RabbitMQ Source Connector for Confluent Platform

The Kafka Connect RabbitMQ Source connector integrates with RabbitMQ servers, using the AMQP protocol. The RabbitMQ Source connector reads data from a RabbitMQ queue or topic and persists the data in an Apache Kafka® topic.

The connector reads Base64 encoded data from RabbitMQ and then writes the data to Kafka. The connector can’t infer the schema from this Base64 encoded string, so it writes the same binary data with a bytes Avro schema to the Kafka topic. Since the schema does not contain any record name, RecordNameStrategy and TopicRecordNameStrategy can’t be used with this connector.

Note

This connector is based on the AMQP protocol so it may work with other servers that implement this protocol.

Features

The RabbitMQ Source connector includes the following features:

At least once delivery

This connector guarantees that records are delivered at least once to the Kafka topic. If the connector restarts, there may be some duplicate records in the Kafka topic.

Multiple tasks

The RabbitMQ Source connector supports running one or more tasks. You can specify the number of tasks in the tasks.max configuration parameter. This can lead to performance gains when multiple files need to be parsed.

Install the RabbitMQ Source Connector

You can install this connector by using the confluent connect plugin install command, or by manually downloading the ZIP file.

Note

kafka-connect-rabbitmq contains only the source connector.

Prerequisites

  • You must install the connector on every machine where Connect will run.

  • An installation of the latest (latest) connector version.

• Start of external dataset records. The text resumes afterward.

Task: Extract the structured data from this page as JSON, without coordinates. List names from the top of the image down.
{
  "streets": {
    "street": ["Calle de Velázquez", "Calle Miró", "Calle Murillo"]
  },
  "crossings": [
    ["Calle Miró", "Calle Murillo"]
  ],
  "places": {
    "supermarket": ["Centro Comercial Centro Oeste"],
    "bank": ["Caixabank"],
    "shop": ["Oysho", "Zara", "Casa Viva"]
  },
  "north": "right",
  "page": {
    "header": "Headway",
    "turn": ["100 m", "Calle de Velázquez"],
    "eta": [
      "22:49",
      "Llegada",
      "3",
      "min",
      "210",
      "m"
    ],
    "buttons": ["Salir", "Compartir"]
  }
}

    To install the latest connector version, navigate to your Confluent Platform installation directory and run the following command:

    confluent connect plugin install confluentinc/kafka-connect-rabbitmq:latest
    

    You can install a specific version by replacing latest with a version number as shown in the following example:

    confluent connect plugin install confluentinc/kafka-connect-rabbitmq:1.1.1
    

Install the connector manually

Download and extract the ZIP file for your connector and then follow the manual connector installation instructions.

License

You can use this connector for a 30-day trial period without a license key.

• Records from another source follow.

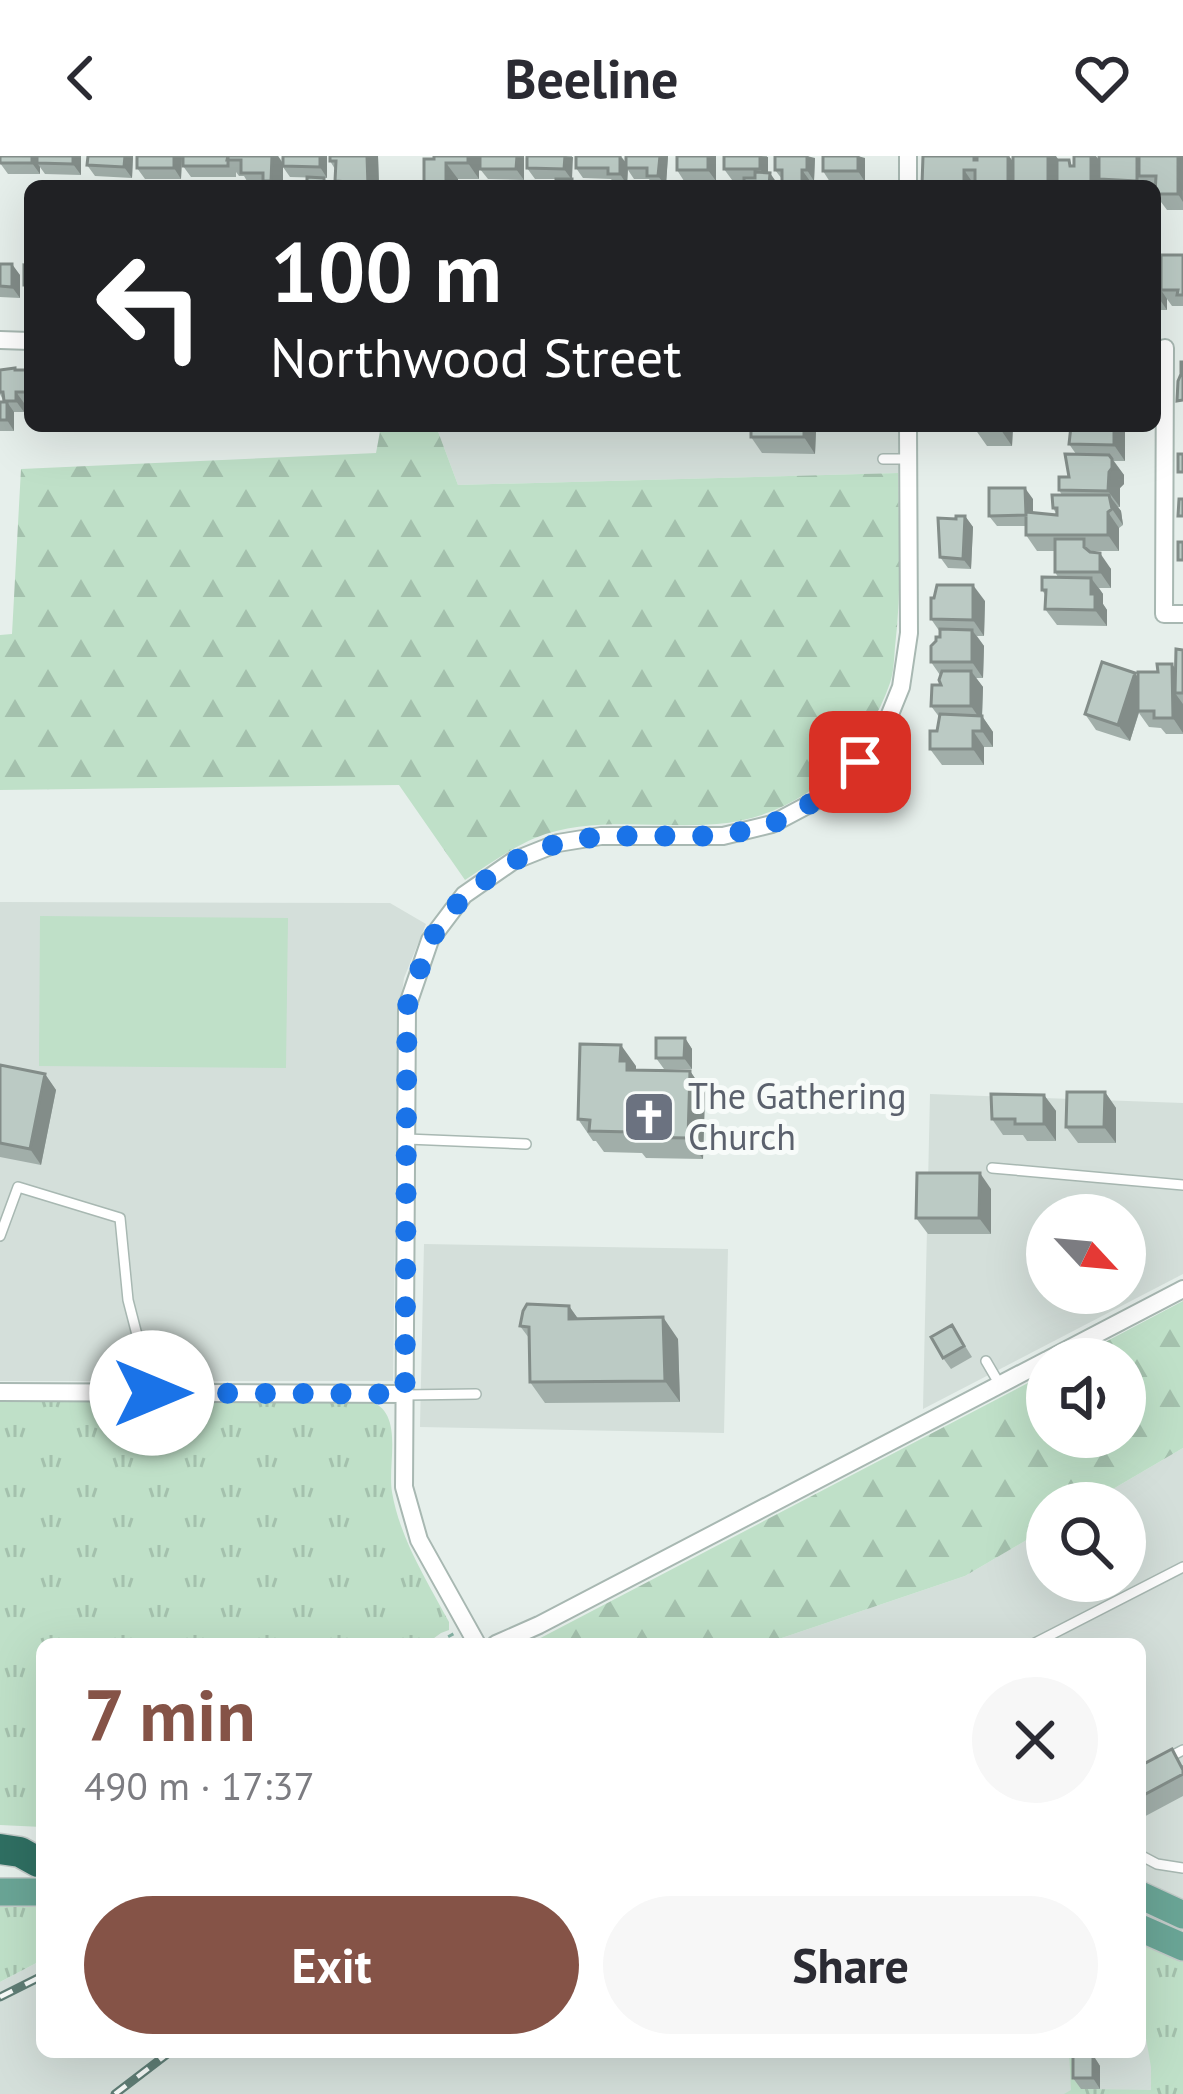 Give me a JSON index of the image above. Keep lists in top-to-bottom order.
{
  "places": {
    "church": ["The Gathering Church"]
  },
  "north": "bottom right",
  "page": {
    "header": "Beeline",
    "turn": ["100 m", "Northwood Street"],
    "heading": ["7 min", "490 m · 17:37"],
    "buttons": ["Exit", "Share"]
  }
}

After 30 days, you must purchase a connector subscription which includes Confluent enterprise license keys to subscribers, along with enterprise-level support for Confluent Platform and your connectors. If you are a subscriber, you can contact Confluent Support at support@confluent.io for more information.

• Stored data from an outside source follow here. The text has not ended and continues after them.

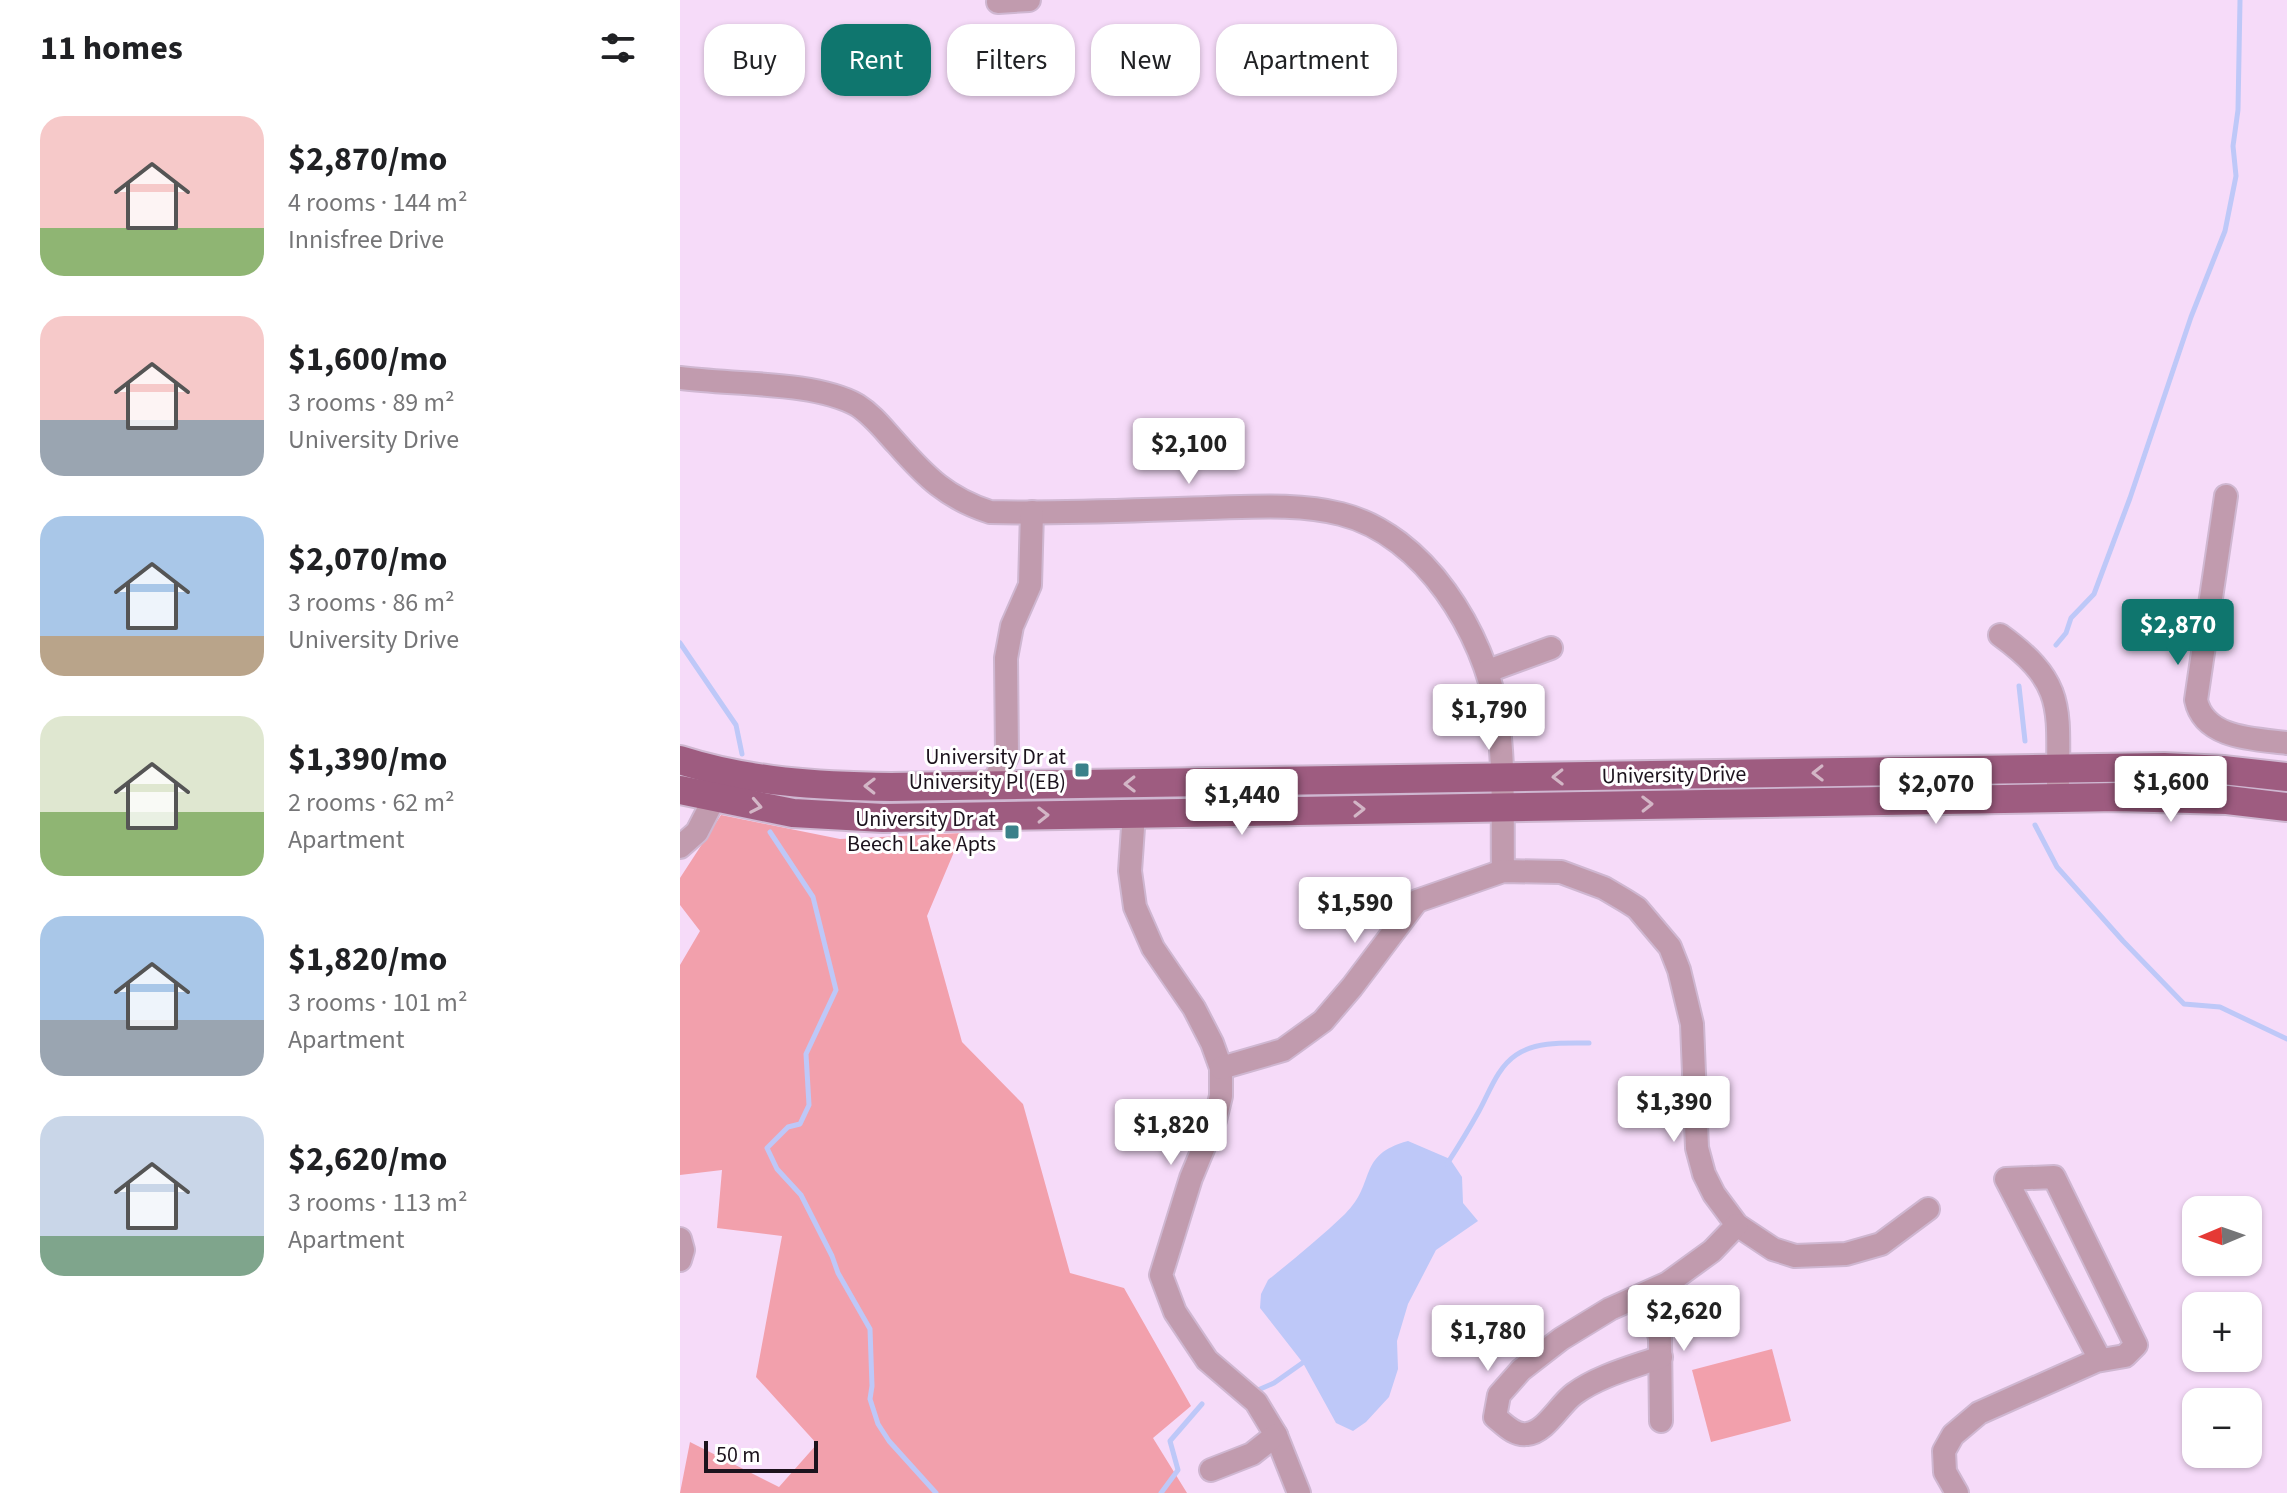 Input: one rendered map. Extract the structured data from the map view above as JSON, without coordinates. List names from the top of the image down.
{
  "streets": {
    "main road": ["University Drive"]
  },
  "places": {
    "transit": ["University Dr at University Pl (EB)", "University Dr at Beech Lake Apts"]
  },
  "scale_bar": "50 m",
  "north": "left",
  "page": {
    "heading": "11 homes",
    "chip": [
      "Buy",
      "Rent",
      "Filters",
      "New",
      "Apartment"
    ],
    "list": [
      {
        "name": "$2,870/mo",
        "note": "4 rooms · 144 m² · Innisfree Drive"
      },
      {
        "name": "$1,600/mo",
        "note": "3 rooms · 89 m² · University Drive"
      },
      {
        "name": "$2,070/mo",
        "note": "3 rooms · 86 m² · University Drive"
      },
      {
        "name": "$1,390/mo",
        "note": "2 rooms · 62 m² · Apartment"
      },
      {
        "name": "$1,820/mo",
        "note": "3 rooms · 101 m² · Apartment"
      },
      {
        "name": "$2,620/mo",
        "note": "3 rooms · 113 m² · Apartment"
      }
    ],
    "price": [
      "$2,100",
      "$2,870",
      "$1,790",
      "$1,600",
      "$2,070",
      "$1,440",
      "$1,590",
      "$1,390",
      "$1,820",
      "$2,620",
      "$1,780"
    ],
    "map_buttons": ["+", "−"],
    "scale": "50 m"
  }
}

For license properties, see Confluent Platform license. For information about the license topic, see License topic configuration.

Configuration properties

For a complete list of configuration properties for this connector, see RabbitMQ Source Connector Configuration Properties.

For an example of how to get Kafka Connect connected to Confluent Cloud, see Connect Self-Managed Kafka Connect to Confluent Cloud.

Usage notes

As a user of the RabbitMQ Source connector, you should be aware of the following:

  • The queue or topic that the connector will read from must exist prior to starting the connector.
  • All the headers associated with each message from RabbitMQ are prefixed with rabbitmq. and are copied over to each of the records produced to Kafka; therefore, you must configure the message format to support headers.
  • The RabbitMQ Source connector is based on the AMQP protocol, so it may work with other servers that implement the protocol.

Examples

Property-based example

This configuration is used typically along with standalone workers.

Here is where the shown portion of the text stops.